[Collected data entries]

⟨

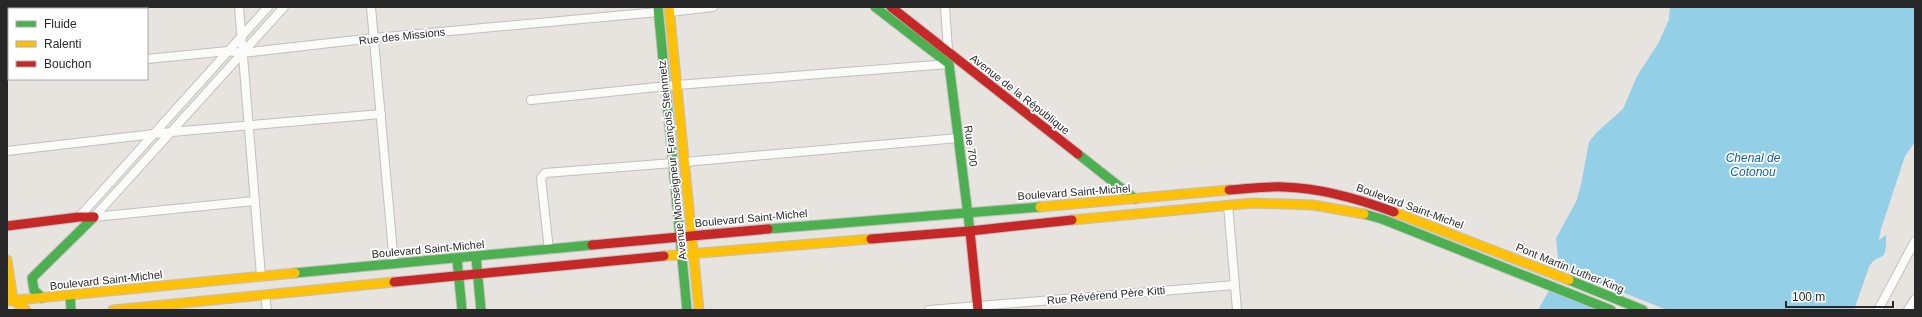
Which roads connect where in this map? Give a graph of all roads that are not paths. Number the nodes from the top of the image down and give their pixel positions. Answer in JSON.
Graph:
{"nodes":[{"id":1,"x":239,"y":7,"type":"edge"},
{"id":2,"x":268,"y":7,"type":"edge"},
{"id":3,"x":284,"y":7,"type":"edge"},
{"id":4,"x":371,"y":7,"type":"edge"},
{"id":5,"x":713,"y":7,"type":"edge"},
{"id":6,"x":875,"y":7,"type":"edge"},
{"id":7,"x":891,"y":7,"type":"edge"},
{"id":8,"x":945,"y":7,"type":"edge"},
{"id":9,"x":658,"y":9,"type":"edge"},
{"id":10,"x":669,"y":10,"type":"edge"},
{"id":11,"x":241,"y":37,"type":"junction"},
{"id":12,"x":374,"y":38,"type":"junction"},
{"id":13,"x":228,"y":51,"type":"junction"},
{"id":14,"x":948,"y":52,"type":"junction"},
{"id":15,"x":242,"y":54,"type":"junction"},
{"id":16,"x":148,"y":59,"type":"edge"},
{"id":17,"x":948,"y":64,"type":"junction"},
{"id":18,"x":677,"y":85,"type":"junction"},
{"id":19,"x":665,"y":86,"type":"junction"},
{"id":20,"x":530,"y":100,"type":"dead end"},
{"id":21,"x":381,"y":114,"type":"junction"},
{"id":22,"x":247,"y":126,"type":"junction"},
{"id":23,"x":171,"y":132,"type":"junction"},
{"id":24,"x":152,"y":134,"type":"junction"},
{"id":25,"x":958,"y":138,"type":"junction"},
{"id":26,"x":7,"y":151,"type":"edge"},
{"id":27,"x":684,"y":162,"type":"junction"},
{"id":28,"x":673,"y":163,"type":"junction"},
{"id":29,"x":1135,"y":199,"type":"junction"},
{"id":30,"x":254,"y":201,"type":"junction"},
{"id":31,"x":1228,"y":205,"type":"junction"},
{"id":32,"x":968,"y":212,"type":"junction"},
{"id":33,"x":79,"y":217,"type":"junction"},
{"id":34,"x":94,"y":217,"type":"junction"},
{"id":35,"x":7,"y":226,"type":"edge"},
{"id":36,"x":970,"y":231,"type":"junction"},
{"id":37,"x":691,"y":236,"type":"junction"},
{"id":38,"x":680,"y":237,"type":"junction"},
{"id":39,"x":70,"y":238,"type":"junction"},
{"id":40,"x":1915,"y":241,"type":"edge"},
{"id":41,"x":1488,"y":248,"type":"joint"},
{"id":42,"x":549,"y":250,"type":"junction"},
{"id":43,"x":693,"y":254,"type":"junction"},
{"id":44,"x":682,"y":255,"type":"junction"},
{"id":45,"x":476,"y":257,"type":"junction"},
{"id":46,"x":457,"y":259,"type":"junction"},
{"id":47,"x":7,"y":260,"type":"edge"},
{"id":48,"x":394,"y":264,"type":"junction"},
{"id":49,"x":478,"y":274,"type":"junction"},
{"id":50,"x":261,"y":276,"type":"junction"},
{"id":51,"x":459,"y":276,"type":"junction"},
{"id":52,"x":1235,"y":284,"type":"junction"},
{"id":53,"x":70,"y":295,"type":"junction"},
{"id":54,"x":265,"y":295,"type":"junction"},
{"id":55,"x":42,"y":298,"type":"junction"},
{"id":56,"x":1915,"y":298,"type":"edge"},
{"id":57,"x":10,"y":300,"type":"edge"},
{"id":58,"x":978,"y":308,"type":"edge"},
{"id":59,"x":26,"y":310,"type":"edge"},
{"id":60,"x":71,"y":310,"type":"edge"},
{"id":61,"x":113,"y":310,"type":"edge"},
{"id":62,"x":267,"y":310,"type":"edge"},
{"id":63,"x":462,"y":310,"type":"edge"},
{"id":64,"x":481,"y":310,"type":"edge"},
{"id":65,"x":687,"y":310,"type":"edge"},
{"id":66,"x":698,"y":310,"type":"edge"},
{"id":67,"x":929,"y":310,"type":"edge"},
{"id":68,"x":1237,"y":310,"type":"edge"},
{"id":69,"x":1611,"y":310,"type":"edge"},
{"id":70,"x":1643,"y":310,"type":"edge"},
{"id":71,"x":1878,"y":310,"type":"edge"},
{"id":72,"x":1908,"y":310,"type":"edge"}],
"edges":[{"from":1,"to":11,"type":"street"},
{"from":2,"to":11,"type":"street"},
{"from":3,"to":15,"type":"street"},
{"from":4,"to":12,"type":"street"},
{"from":5,"to":10,"type":"street"},
{"from":6,"to":17,"type":"main road"},
{"from":7,"to":14,"type":"main road","name":"Avenue de la République"},
{"from":8,"to":14,"type":"street"},
{"from":9,"to":12,"type":"street","name":"Rue des Missions"},
{"from":9,"to":19,"type":"main road","name":"Avenue Monseigneur François Steinmetz"},
{"from":10,"to":18,"type":"main road","name":"Avenue Monseigneur François Steinmetz"},
{"from":11,"to":13,"type":"street"},
{"from":11,"to":15,"type":"street"},
{"from":12,"to":15,"type":"street","name":"Rue des Missions"},
{"from":12,"to":21,"type":"street"},
{"from":13,"to":15,"type":"street","name":"Rue des Missions"},
{"from":13,"to":16,"type":"street","name":"Rue des Missions"},
{"from":13,"to":24,"type":"street"},
{"from":14,"to":17,"type":"street"},
{"from":14,"to":29,"type":"main road","name":"Avenue de la République"},
{"from":15,"to":22,"type":"street"},
{"from":15,"to":23,"type":"street"},
{"from":17,"to":18,"type":"street"},
{"from":17,"to":25,"type":"main road","name":"Rue 700"},
{"from":18,"to":19,"type":"street"},
{"from":18,"to":27,"type":"main road","name":"Avenue Monseigneur François Steinmetz"},
{"from":19,"to":20,"type":"street"},
{"from":19,"to":28,"type":"main road","name":"Avenue Monseigneur François Steinmetz"},
{"from":21,"to":22,"type":"street"},
{"from":21,"to":48,"type":"street"},
{"from":22,"to":23,"type":"street"},
{"from":22,"to":30,"type":"street"},
{"from":23,"to":24,"type":"street"},
{"from":23,"to":34,"type":"street"},
{"from":24,"to":26,"type":"street"},
{"from":24,"to":33,"type":"street"},
{"from":25,"to":27,"type":"street"},
{"from":25,"to":32,"type":"main road","name":"Rue 700"},
{"from":27,"to":37,"type":"main road","name":"Avenue Monseigneur François Steinmetz"},
{"from":28,"to":38,"type":"main road","name":"Avenue Monseigneur François Steinmetz"},
{"from":28,"to":42,"type":"street"},
{"from":29,"to":32,"type":"main road","name":"Boulevard Saint-Michel"},
{"from":29,"to":41,"type":"main road","name":"Boulevard Saint-Michel"},
{"from":30,"to":34,"type":"street"},
{"from":30,"to":50,"type":"street"},
{"from":31,"to":36,"type":"main road","name":"Boulevard Saint-Michel"},
{"from":31,"to":52,"type":"street"},
{"from":31,"to":69,"type":"main road","name":"Boulevard Saint-Michel"},
{"from":32,"to":36,"type":"main road","name":"Rue 700"},
{"from":32,"to":37,"type":"main road","name":"Boulevard Saint-Michel"},
{"from":33,"to":34,"type":"main road"},
{"from":33,"to":35,"type":"main road"},
{"from":33,"to":39,"type":"main road"},
{"from":34,"to":39,"type":"main road"},
{"from":36,"to":43,"type":"main road","name":"Boulevard Saint-Michel"},
{"from":36,"to":58,"type":"main road","name":"Rue 700"},
{"from":37,"to":38,"type":"main road","name":"Boulevard Saint-Michel"},
{"from":37,"to":43,"type":"main road","name":"Avenue Monseigneur François Steinmetz"},
{"from":38,"to":42,"type":"main road","name":"Boulevard Saint-Michel"},
{"from":38,"to":44,"type":"main road","name":"Avenue Monseigneur François Steinmetz"},
{"from":39,"to":55,"type":"main road"},
{"from":40,"to":71,"type":"street"},
{"from":41,"to":70,"type":"main road","name":"Pont Martin Luther King"},
{"from":42,"to":45,"type":"main road","name":"Boulevard Saint-Michel"},
{"from":43,"to":44,"type":"main road","name":"Boulevard Saint-Michel"},
{"from":43,"to":66,"type":"main road","name":"Avenue Monseigneur François Steinmetz"},
{"from":44,"to":49,"type":"main road","name":"Boulevard Saint-Michel"},
{"from":44,"to":65,"type":"main road","name":"Avenue Monseigneur François Steinmetz"},
{"from":45,"to":46,"type":"main road","name":"Boulevard Saint-Michel"},
{"from":45,"to":49,"type":"main road"},
{"from":46,"to":48,"type":"main road","name":"Boulevard Saint-Michel"},
{"from":46,"to":51,"type":"main road"},
{"from":47,"to":57,"type":"main road"},
{"from":48,"to":50,"type":"main road","name":"Boulevard Saint-Michel"},
{"from":49,"to":51,"type":"main road","name":"Boulevard Saint-Michel"},
{"from":49,"to":64,"type":"main road"},
{"from":50,"to":53,"type":"main road","name":"Boulevard Saint-Michel"},
{"from":51,"to":54,"type":"main road","name":"Boulevard Saint-Michel"},
{"from":51,"to":63,"type":"main road"},
{"from":52,"to":58,"type":"street","name":"Rue Révérend Père Kitti"},
{"from":52,"to":68,"type":"street"},
{"from":53,"to":55,"type":"main road","name":"Boulevard Saint-Michel"},
{"from":53,"to":60,"type":"main road"},
{"from":54,"to":61,"type":"main road","name":"Boulevard Saint-Michel"},
{"from":54,"to":62,"type":"street"},
{"from":55,"to":57,"type":"main road","name":"Boulevard Saint-Michel"},
{"from":56,"to":72,"type":"street"},
{"from":57,"to":59,"type":"main road"},
{"from":58,"to":67,"type":"street","name":"Rue Révérend Père Kitti"}]}
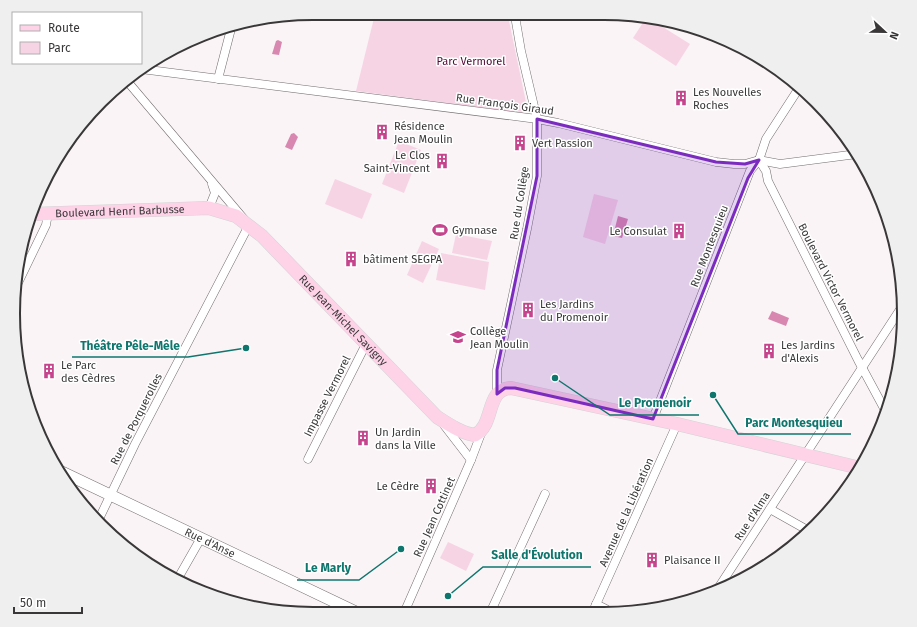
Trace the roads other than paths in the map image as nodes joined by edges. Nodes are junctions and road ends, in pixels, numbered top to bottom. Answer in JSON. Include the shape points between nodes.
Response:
{"nodes":[{"id":1,"x":516,"y":20,"type":"edge"},
{"id":2,"x":230,"y":33,"type":"edge"},
{"id":3,"x":148,"y":71,"type":"edge"},
{"id":4,"x":218,"y":79,"type":"junction"},
{"id":5,"x":130,"y":85,"type":"edge"},
{"id":6,"x":796,"y":92,"type":"edge"},
{"id":7,"x":538,"y":119,"type":"junction"},
{"id":8,"x":851,"y":155,"type":"edge"},
{"id":9,"x":759,"y":160,"type":"junction"},
{"id":10,"x":212,"y":181,"type":"junction"},
{"id":11,"x":215,"y":210,"type":"junction"},
{"id":12,"x":48,"y":213,"type":"junction"},
{"id":13,"x":38,"y":214,"type":"edge"},
{"id":14,"x":249,"y":225,"type":"junction"},
{"id":15,"x":24,"y":271,"type":"edge"},
{"id":16,"x":897,"y":314,"type":"edge"},
{"id":17,"x":366,"y":344,"type":"junction"},
{"id":18,"x":862,"y":369,"type":"junction"},
{"id":19,"x":496,"y":394,"type":"junction"},
{"id":20,"x":882,"y":405,"type":"edge"},
{"id":21,"x":437,"y":417,"type":"junction"},
{"id":22,"x":653,"y":419,"type":"junction"},
{"id":23,"x":677,"y":424,"type":"junction"},
{"id":24,"x":483,"y":429,"type":"junction"},
{"id":25,"x":806,"y":455,"type":"junction"},
{"id":26,"x":308,"y":459,"type":"dead end"},
{"id":27,"x":471,"y":460,"type":"junction"},
{"id":28,"x":854,"y":467,"type":"edge"},
{"id":29,"x":68,"y":475,"type":"edge"},
{"id":30,"x":545,"y":494,"type":"dead end"},
{"id":31,"x":110,"y":496,"type":"junction"},
{"id":32,"x":770,"y":509,"type":"junction"},
{"id":33,"x":101,"y":515,"type":"edge"},
{"id":34,"x":804,"y":528,"type":"edge"},
{"id":35,"x":202,"y":538,"type":"junction"},
{"id":36,"x":180,"y":575,"type":"edge"},
{"id":37,"x":722,"y":582,"type":"edge"},
{"id":38,"x":344,"y":607,"type":"edge"},
{"id":39,"x":406,"y":607,"type":"edge"},
{"id":40,"x":493,"y":607,"type":"edge"},
{"id":41,"x":595,"y":607,"type":"edge"}],
"edges":[{"from":1,"to":7,"type":"street","name":"Rue du Collège"},
{"from":2,"to":4,"type":"street"},
{"from":3,"to":4,"type":"street","name":"Rue François Giraud"},
{"from":4,"to":7,"type":"street","name":"Rue François Giraud"},
{"from":5,"to":10,"type":"street","name":"Rue Jean-Michel Savigny"},
{"from":6,"to":9,"type":"street","name":"Rue Montesquieu","via":[[766,139]]},
{"from":7,"to":9,"type":"street","name":"Rue François Giraud","via":[[716,162],[745,164]]},
{"from":7,"to":19,"type":"street","name":"Rue du Collège","via":[[537,176],[497,370]]},
{"from":8,"to":9,"type":"street","name":"Rue François Giraud","via":[[780,164]]},
{"from":9,"to":18,"type":"street","name":"Boulevard Victor Vermorel"},
{"from":9,"to":22,"type":"street","name":"Rue Montesquieu","via":[[750,171]]},
{"from":10,"to":11,"type":"street"},
{"from":10,"to":11,"type":"street","name":"Rue Jean-Michel Savigny","via":[[220,197]]},
{"from":10,"to":14,"type":"street","name":"Rue Jean-Michel Savigny"},
{"from":11,"to":12,"type":"main road","name":"Boulevard Henri Barbusse"},
{"from":11,"to":14,"type":"main road","name":"Rue Jean-Michel Savigny","via":[[236,216]]},
{"from":12,"to":13,"type":"main road","name":"Boulevard Henri Barbusse"},
{"from":12,"to":15,"type":"street","via":[[46,225]]},
{"from":14,"to":17,"type":"main road","name":"Rue Jean-Michel Savigny"},
{"from":14,"to":31,"type":"street","name":"Rue de Porquerolles","via":[[134,444]]},
{"from":16,"to":18,"type":"street","name":"Rue d'Alma"},
{"from":17,"to":21,"type":"main road","name":"Rue Jean-Michel Savigny"},
{"from":17,"to":26,"type":"street","name":"Impasse Vermorel"},
{"from":18,"to":20,"type":"street","name":"Boulevard Victor Vermorel"},
{"from":18,"to":25,"type":"street","name":"Rue d'Alma"},
{"from":19,"to":22,"type":"main road","via":[[510,388]]},
{"from":19,"to":24,"type":"main road"},
{"from":21,"to":24,"type":"main road","name":"Rue Jean-Michel Savigny","via":[[474,435]]},
{"from":21,"to":27,"type":"street","name":"Rue Jean-Michel Savigny"},
{"from":22,"to":23,"type":"main road"},
{"from":23,"to":25,"type":"main road"},
{"from":23,"to":41,"type":"street","name":"Avenue de la Libération"},
{"from":24,"to":27,"type":"street","name":"Rue Jean Cottinet"},
{"from":25,"to":28,"type":"main road"},
{"from":25,"to":32,"type":"street","name":"Rue d'Alma"},
{"from":27,"to":39,"type":"street","name":"Rue Jean Cottinet"},
{"from":29,"to":31,"type":"main road","name":"Rue d'Anse"},
{"from":30,"to":40,"type":"street"},
{"from":31,"to":33,"type":"street","name":"Rue de Porquerolles"},
{"from":31,"to":35,"type":"main road","name":"Rue d'Anse"},
{"from":32,"to":34,"type":"street"},
{"from":32,"to":37,"type":"street","name":"Rue d'Alma"},
{"from":35,"to":36,"type":"street"},
{"from":35,"to":38,"type":"main road","name":"Rue d'Anse"}]}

⟩

▶ **Your task**
Copy out every line of the data where the word "JSON" occurs.

▶ **Exercise answer**
Which roads connect where in this map? Give a graph of all roads that are not paths. Number the nodes from the top of the image down and give their pixel positions. Answer in JSON.
Trace the roads other than paths in the map image as nodes joined by edges. Nodes are junctions and road ends, in pixels, numbered top to bottom. Answer in JSON. Include the shape points between nodes.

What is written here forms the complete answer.